==== SOURCE INFORMATION
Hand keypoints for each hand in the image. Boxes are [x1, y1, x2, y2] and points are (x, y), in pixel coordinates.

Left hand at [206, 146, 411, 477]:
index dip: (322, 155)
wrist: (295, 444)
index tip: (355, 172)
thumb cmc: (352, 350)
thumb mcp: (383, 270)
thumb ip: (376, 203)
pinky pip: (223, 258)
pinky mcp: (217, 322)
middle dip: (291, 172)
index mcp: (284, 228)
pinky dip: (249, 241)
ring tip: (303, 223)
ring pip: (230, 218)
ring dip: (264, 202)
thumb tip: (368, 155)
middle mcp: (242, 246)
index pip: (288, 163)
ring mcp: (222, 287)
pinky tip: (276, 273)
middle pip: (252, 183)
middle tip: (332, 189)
========
__DESCRIPTION OF THE TASK__: Begin with the first line of the data above and, please, print each line exactly until you have printed the line containing "thumb mcp: (383, 270)"; print nothing else.

__REPLY TO THE TASK__:
Hand keypoints for each hand in the image. Boxes are [x1, y1, x2, y2] and points are (x, y), in pixel coordinates.

Left hand at [206, 146, 411, 477]:
index dip: (322, 155)
wrist: (295, 444)
index tip: (355, 172)
thumb cmc: (352, 350)
thumb mcp: (383, 270)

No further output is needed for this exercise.